REQUIREMENT
Work out how many lines in the records below include the string "dead", and reply with that number alone.

[Opening AVAILABLE DATA section]

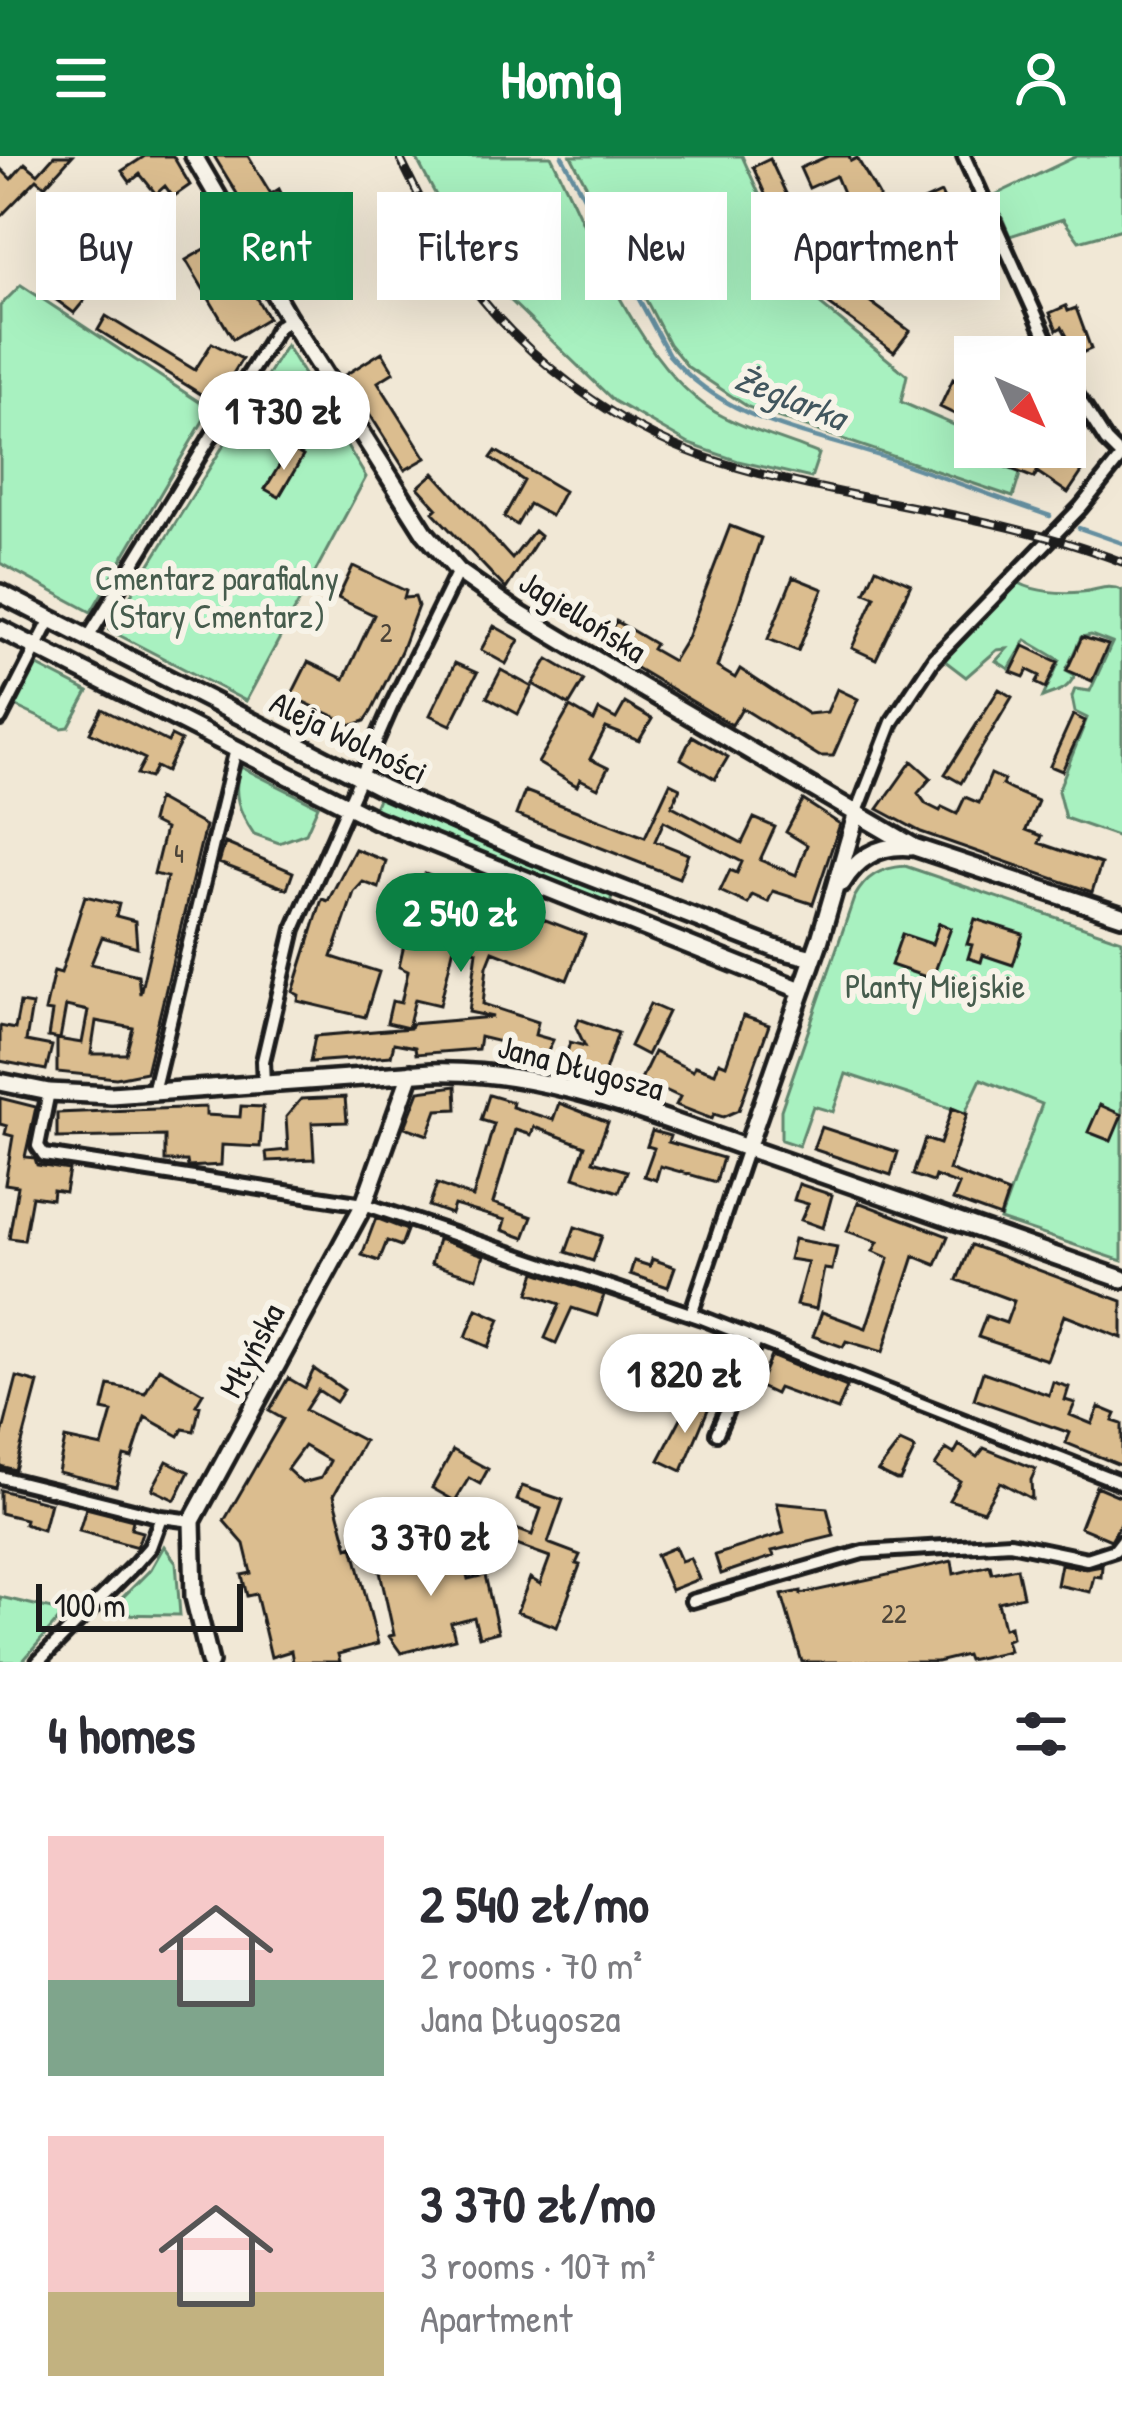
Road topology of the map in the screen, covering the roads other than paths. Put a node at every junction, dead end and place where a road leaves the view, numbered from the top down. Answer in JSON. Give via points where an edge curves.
{"nodes":[{"id":1,"x":194,"y":156,"type":"edge"},
{"id":2,"x":964,"y":156,"type":"edge"},
{"id":3,"x":290,"y":319,"type":"junction"},
{"id":4,"x":1045,"y":336,"type":"edge"},
{"id":5,"x":1086,"y":410,"type":"edge"},
{"id":6,"x":1122,"y":456,"type":"edge"},
{"id":7,"x":458,"y":571,"type":"junction"},
{"id":8,"x":0,"y":593,"type":"edge"},
{"id":9,"x":51,"y":619,"type":"junction"},
{"id":10,"x":0,"y":629,"type":"edge"},
{"id":11,"x":88,"y":638,"type":"junction"},
{"id":12,"x":37,"y":648,"type":"junction"},
{"id":13,"x":0,"y":719,"type":"edge"},
{"id":14,"x":236,"y":749,"type":"junction"},
{"id":15,"x":360,"y":778,"type":"junction"},
{"id":16,"x":346,"y":805,"type":"junction"},
{"id":17,"x":857,"y":812,"type":"junction"},
{"id":18,"x":914,"y":847,"type":"junction"},
{"id":19,"x":831,"y":904,"type":"junction"},
{"id":20,"x":682,"y":911,"type":"junction"},
{"id":21,"x":1122,"y":916,"type":"edge"},
{"id":22,"x":671,"y":940,"type":"junction"},
{"id":23,"x":813,"y":958,"type":"junction"},
{"id":24,"x":801,"y":990,"type":"junction"},
{"id":25,"x":410,"y":1073,"type":"junction"},
{"id":26,"x":0,"y":1082,"type":"edge"},
{"id":27,"x":264,"y":1084,"type":"junction"},
{"id":28,"x":49,"y":1092,"type":"junction"},
{"id":29,"x":152,"y":1092,"type":"junction"},
{"id":30,"x":747,"y":1148,"type":"junction"},
{"id":31,"x":364,"y":1204,"type":"junction"},
{"id":32,"x":1122,"y":1279,"type":"edge"},
{"id":33,"x":691,"y":1314,"type":"junction"},
{"id":34,"x":757,"y":1339,"type":"junction"},
{"id":35,"x":716,"y":1433,"type":"dead end"},
{"id":36,"x":0,"y":1477,"type":"edge"},
{"id":37,"x":1122,"y":1483,"type":"edge"},
{"id":38,"x":161,"y":1517,"type":"junction"},
{"id":39,"x":193,"y":1521,"type":"junction"},
{"id":40,"x":1122,"y":1541,"type":"edge"},
{"id":41,"x":692,"y":1601,"type":"dead end"},
{"id":42,"x":38,"y":1662,"type":"edge"},
{"id":43,"x":210,"y":1662,"type":"edge"}],
"edges":[{"from":1,"to":3,"type":"street","name":"Jagiellońska"},
{"from":2,"to":4,"type":"street"},
{"from":3,"to":7,"type":"street","name":"Jagiellońska","via":[[425,533]]},
{"from":3,"to":11,"type":"street"},
{"from":5,"to":6,"type":"street"},
{"from":6,"to":17,"type":"street","via":[[934,659],[892,722]]},
{"from":7,"to":15,"type":"street"},
{"from":7,"to":17,"type":"street","name":"Jagiellońska"},
{"from":8,"to":9,"type":"street","name":"Aleja Wolności"},
{"from":9,"to":11,"type":"street","name":"Aleja Wolności"},
{"from":9,"to":12,"type":"street"},
{"from":10,"to":12,"type":"street","name":"Aleja Wolności"},
{"from":11,"to":15,"type":"street","name":"Aleja Wolności"},
{"from":12,"to":13,"type":"street"},
{"from":12,"to":14,"type":"street","name":"Aleja Wolności"},
{"from":14,"to":16,"type":"street","name":"Aleja Wolności"},
{"from":14,"to":29,"type":"street"},
{"from":15,"to":16,"type":"street"},
{"from":15,"to":20,"type":"street","name":"Aleja Wolności"},
{"from":16,"to":22,"type":"street","name":"Aleja Wolności"},
{"from":16,"to":27,"type":"street","via":[[294,928],[262,1060]]},
{"from":17,"to":18,"type":"street","name":"Jagiellońska"},
{"from":17,"to":19,"type":"street"},
{"from":18,"to":19,"type":"street","via":[[888,847],[861,860]]},
{"from":18,"to":21,"type":"street","name":"Jagiellońska"},
{"from":19,"to":23,"type":"street"},
{"from":20,"to":22,"type":"street"},
{"from":20,"to":23,"type":"street","name":"Aleja Wolności"},
{"from":22,"to":24,"type":"street","name":"Aleja Wolności"},
{"from":23,"to":24,"type":"street"},
{"from":24,"to":30,"type":"street"},
{"from":25,"to":27,"type":"street","name":"Jana Długosza"},
{"from":25,"to":30,"type":"street","name":"Jana Długosza","via":[[528,1078]]},
{"from":25,"to":31,"type":"street","name":"Młyńska"},
{"from":26,"to":28,"type":"street","name":"Jana Długosza"},
{"from":27,"to":29,"type":"street","name":"Jana Długosza"},
{"from":28,"to":29,"type":"street","name":"Jana Długosza"},
{"from":28,"to":31,"type":"street","via":[[38,1146],[44,1155]]},
{"from":30,"to":32,"type":"street","name":"Jana Długosza"},
{"from":30,"to":33,"type":"street"},
{"from":31,"to":33,"type":"street"},
{"from":31,"to":39,"type":"street","name":"Młyńska"},
{"from":33,"to":34,"type":"street"},
{"from":34,"to":35,"type":"street"},
{"from":34,"to":37,"type":"street"},
{"from":36,"to":38,"type":"street"},
{"from":38,"to":39,"type":"street"},
{"from":38,"to":42,"type":"street","via":[[136,1564]]},
{"from":39,"to":43,"type":"street","name":"Młyńska","via":[[194,1597]]},
{"from":40,"to":41,"type":"street","via":[[1087,1559],[1010,1543],[863,1552]]}]}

[Closing AVAILABLE DATA section]

EXPECTED OUTPUT
3